● **WHAT TO PRODUCE**
Would you please return every line from the listing that contains the word "Blonkweg"?

● **AVAILABLE RECORDS**
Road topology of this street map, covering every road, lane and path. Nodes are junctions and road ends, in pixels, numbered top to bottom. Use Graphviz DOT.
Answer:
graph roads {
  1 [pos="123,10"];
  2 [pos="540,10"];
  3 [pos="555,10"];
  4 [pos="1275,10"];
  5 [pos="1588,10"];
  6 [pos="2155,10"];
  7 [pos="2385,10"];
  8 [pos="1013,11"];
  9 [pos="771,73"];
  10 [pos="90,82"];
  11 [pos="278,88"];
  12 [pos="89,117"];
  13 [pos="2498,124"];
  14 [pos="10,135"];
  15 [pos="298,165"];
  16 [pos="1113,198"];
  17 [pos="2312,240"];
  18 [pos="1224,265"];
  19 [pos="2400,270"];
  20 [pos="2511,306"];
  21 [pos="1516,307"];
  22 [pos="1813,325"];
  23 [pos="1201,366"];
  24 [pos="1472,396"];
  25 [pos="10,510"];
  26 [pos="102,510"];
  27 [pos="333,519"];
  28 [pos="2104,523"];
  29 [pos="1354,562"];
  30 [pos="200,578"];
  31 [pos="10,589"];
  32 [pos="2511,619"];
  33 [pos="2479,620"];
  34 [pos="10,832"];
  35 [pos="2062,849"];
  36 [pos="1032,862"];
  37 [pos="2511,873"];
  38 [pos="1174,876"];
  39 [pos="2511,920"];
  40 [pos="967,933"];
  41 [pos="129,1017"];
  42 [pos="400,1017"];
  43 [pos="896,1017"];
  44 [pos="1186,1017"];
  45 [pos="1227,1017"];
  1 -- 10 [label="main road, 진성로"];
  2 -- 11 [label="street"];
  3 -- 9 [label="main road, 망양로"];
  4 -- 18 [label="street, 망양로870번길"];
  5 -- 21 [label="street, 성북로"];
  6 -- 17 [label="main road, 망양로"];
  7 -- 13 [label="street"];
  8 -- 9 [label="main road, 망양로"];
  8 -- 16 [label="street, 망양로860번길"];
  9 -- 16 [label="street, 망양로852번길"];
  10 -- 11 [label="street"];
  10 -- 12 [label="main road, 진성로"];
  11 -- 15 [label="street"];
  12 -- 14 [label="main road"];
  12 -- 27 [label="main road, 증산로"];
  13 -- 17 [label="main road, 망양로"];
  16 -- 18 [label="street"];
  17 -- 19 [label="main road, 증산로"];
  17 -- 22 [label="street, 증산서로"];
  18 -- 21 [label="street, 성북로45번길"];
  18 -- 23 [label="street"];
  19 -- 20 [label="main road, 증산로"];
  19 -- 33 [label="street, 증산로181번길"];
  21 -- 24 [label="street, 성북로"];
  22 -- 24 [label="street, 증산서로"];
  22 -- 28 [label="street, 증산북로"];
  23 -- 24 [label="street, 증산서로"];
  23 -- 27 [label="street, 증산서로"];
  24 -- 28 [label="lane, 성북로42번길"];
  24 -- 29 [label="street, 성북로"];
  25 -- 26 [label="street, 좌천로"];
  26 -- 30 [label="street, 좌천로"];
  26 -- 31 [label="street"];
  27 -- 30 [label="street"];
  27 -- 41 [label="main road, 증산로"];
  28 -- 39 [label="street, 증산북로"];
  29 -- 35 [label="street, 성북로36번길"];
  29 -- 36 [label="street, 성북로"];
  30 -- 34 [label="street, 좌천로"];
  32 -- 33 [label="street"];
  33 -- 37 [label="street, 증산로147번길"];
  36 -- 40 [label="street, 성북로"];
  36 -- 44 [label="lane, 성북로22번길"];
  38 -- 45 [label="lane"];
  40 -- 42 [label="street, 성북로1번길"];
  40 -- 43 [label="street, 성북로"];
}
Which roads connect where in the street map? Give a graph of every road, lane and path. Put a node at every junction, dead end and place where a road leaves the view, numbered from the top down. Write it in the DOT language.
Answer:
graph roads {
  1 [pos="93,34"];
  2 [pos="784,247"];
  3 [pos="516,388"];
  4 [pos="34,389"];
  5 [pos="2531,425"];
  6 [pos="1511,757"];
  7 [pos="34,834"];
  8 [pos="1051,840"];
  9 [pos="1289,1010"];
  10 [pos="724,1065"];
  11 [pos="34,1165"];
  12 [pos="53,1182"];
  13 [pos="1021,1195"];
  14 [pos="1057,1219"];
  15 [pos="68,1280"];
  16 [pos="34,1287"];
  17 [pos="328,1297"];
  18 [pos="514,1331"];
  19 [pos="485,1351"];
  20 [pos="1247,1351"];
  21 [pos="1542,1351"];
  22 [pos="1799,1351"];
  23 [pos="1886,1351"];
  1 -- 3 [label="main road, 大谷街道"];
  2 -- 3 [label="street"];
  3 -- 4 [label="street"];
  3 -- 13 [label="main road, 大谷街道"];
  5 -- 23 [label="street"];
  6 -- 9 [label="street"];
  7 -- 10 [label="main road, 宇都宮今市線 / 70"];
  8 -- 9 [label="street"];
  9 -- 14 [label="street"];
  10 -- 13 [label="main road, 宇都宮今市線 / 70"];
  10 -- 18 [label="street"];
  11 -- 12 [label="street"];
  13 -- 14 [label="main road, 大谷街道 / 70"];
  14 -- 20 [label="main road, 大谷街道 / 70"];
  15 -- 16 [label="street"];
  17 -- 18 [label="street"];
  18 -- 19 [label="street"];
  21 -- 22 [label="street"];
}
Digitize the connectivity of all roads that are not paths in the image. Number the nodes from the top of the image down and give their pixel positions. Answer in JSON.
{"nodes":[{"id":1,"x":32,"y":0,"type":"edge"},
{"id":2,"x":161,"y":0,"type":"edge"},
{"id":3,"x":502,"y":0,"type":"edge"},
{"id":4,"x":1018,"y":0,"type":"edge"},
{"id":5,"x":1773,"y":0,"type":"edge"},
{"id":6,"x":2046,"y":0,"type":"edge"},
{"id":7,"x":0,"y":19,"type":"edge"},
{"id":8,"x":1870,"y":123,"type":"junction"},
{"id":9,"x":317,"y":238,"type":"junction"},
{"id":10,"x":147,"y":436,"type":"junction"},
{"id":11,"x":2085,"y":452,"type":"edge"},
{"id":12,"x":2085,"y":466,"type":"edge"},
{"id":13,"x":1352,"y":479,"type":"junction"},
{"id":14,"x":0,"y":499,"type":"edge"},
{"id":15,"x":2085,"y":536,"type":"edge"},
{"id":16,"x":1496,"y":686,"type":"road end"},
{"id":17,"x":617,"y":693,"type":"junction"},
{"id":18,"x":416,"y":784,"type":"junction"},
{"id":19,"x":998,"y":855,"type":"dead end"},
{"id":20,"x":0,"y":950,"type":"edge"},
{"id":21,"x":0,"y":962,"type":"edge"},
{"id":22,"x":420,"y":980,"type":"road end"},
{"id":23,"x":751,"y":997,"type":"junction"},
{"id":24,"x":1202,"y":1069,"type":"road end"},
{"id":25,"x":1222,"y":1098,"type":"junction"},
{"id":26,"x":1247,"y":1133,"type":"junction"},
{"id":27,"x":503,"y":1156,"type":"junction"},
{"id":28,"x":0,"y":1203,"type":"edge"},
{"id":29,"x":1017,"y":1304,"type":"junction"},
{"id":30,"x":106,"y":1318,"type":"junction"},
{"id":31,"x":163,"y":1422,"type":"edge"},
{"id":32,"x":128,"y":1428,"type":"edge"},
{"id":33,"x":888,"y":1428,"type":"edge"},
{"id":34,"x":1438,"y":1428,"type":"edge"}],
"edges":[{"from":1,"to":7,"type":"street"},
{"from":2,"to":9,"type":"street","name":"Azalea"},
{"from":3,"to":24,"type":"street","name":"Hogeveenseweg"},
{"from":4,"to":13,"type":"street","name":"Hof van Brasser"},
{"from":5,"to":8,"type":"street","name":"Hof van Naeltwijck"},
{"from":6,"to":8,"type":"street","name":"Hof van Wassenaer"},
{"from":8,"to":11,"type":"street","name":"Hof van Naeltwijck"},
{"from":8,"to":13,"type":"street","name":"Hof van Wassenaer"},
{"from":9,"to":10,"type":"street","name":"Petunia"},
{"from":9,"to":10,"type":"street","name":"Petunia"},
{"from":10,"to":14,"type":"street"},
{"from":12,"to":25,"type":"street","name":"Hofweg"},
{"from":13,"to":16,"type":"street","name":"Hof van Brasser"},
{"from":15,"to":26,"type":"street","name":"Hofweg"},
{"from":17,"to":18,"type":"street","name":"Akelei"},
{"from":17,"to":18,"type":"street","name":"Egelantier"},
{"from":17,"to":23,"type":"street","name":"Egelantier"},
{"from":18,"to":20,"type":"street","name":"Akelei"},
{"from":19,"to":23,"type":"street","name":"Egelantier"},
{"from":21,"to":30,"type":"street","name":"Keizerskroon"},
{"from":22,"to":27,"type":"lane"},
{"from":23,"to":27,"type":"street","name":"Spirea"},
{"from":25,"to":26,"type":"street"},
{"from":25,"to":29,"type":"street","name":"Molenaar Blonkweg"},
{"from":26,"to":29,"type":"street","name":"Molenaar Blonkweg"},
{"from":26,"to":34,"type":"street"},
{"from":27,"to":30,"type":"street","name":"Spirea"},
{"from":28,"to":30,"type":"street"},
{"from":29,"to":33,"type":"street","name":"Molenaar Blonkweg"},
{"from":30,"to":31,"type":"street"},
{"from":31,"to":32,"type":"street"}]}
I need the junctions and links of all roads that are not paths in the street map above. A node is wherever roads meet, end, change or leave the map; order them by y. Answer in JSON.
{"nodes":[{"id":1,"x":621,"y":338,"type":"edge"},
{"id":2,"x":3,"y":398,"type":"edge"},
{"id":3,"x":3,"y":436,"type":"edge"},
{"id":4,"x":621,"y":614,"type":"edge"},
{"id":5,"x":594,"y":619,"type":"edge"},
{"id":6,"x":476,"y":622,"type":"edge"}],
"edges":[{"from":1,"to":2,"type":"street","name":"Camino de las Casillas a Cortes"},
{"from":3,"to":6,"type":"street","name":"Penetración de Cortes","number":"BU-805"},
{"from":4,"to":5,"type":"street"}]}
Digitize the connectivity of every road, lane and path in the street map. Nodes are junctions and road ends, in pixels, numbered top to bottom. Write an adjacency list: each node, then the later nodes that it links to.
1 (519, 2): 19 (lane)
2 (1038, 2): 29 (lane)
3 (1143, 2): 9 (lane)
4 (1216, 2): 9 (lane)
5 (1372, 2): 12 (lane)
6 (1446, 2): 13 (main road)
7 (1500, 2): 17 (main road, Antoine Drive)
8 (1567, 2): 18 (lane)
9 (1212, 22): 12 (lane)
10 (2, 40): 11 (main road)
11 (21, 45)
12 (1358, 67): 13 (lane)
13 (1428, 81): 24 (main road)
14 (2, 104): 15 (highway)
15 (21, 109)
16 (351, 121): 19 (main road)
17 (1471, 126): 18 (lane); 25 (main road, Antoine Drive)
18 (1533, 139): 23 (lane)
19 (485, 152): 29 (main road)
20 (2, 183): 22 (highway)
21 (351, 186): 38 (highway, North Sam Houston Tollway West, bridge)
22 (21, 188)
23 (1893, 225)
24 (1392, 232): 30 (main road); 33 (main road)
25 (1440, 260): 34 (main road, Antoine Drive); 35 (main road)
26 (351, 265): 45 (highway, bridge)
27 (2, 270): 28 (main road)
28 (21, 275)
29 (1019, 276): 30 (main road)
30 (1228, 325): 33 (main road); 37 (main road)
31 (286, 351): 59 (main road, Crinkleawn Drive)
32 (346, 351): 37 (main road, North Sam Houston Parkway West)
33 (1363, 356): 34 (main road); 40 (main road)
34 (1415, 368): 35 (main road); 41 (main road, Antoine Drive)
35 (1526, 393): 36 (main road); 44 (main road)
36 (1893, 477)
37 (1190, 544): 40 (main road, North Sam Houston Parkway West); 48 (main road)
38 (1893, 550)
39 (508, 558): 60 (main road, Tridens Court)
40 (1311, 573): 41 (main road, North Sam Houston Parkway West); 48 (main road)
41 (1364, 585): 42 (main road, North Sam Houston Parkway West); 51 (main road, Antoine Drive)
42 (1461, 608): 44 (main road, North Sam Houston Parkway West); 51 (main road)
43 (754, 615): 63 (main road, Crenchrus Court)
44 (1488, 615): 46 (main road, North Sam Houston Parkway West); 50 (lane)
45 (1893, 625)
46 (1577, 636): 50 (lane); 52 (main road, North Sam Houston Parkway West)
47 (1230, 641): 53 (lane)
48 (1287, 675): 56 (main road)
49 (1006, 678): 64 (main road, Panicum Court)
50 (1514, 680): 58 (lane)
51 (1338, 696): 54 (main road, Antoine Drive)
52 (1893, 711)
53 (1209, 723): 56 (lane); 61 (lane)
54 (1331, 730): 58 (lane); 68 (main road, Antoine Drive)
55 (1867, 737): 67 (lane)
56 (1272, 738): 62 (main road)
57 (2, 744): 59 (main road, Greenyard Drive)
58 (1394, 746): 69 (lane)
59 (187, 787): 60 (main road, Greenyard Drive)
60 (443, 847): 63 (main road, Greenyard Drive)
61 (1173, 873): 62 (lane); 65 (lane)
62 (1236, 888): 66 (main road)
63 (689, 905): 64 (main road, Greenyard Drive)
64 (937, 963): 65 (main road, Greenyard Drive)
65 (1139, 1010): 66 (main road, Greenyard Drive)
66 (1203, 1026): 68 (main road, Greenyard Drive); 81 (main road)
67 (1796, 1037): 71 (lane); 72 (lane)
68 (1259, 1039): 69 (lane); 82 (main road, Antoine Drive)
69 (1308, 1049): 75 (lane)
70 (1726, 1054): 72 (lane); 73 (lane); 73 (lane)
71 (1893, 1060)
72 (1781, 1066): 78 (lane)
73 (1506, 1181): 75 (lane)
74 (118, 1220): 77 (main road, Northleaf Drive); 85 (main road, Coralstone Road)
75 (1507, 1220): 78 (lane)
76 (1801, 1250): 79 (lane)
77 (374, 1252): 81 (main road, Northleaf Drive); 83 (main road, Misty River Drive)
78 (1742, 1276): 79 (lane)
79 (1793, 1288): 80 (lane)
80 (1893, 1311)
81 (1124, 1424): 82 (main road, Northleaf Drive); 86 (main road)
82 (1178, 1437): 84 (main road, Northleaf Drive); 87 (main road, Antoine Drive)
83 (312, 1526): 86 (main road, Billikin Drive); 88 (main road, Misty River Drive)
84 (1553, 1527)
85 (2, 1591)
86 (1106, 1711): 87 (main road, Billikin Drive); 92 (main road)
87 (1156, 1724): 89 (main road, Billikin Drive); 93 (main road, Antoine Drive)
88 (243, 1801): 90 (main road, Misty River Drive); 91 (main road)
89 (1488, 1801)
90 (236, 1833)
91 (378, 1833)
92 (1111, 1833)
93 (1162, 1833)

● **ANSWER SPACE**
{"from":25,"to":29,"type":"street","name":"Molenaar Blonkweg"},
{"from":26,"to":29,"type":"street","name":"Molenaar Blonkweg"},
{"from":29,"to":33,"type":"street","name":"Molenaar Blonkweg"},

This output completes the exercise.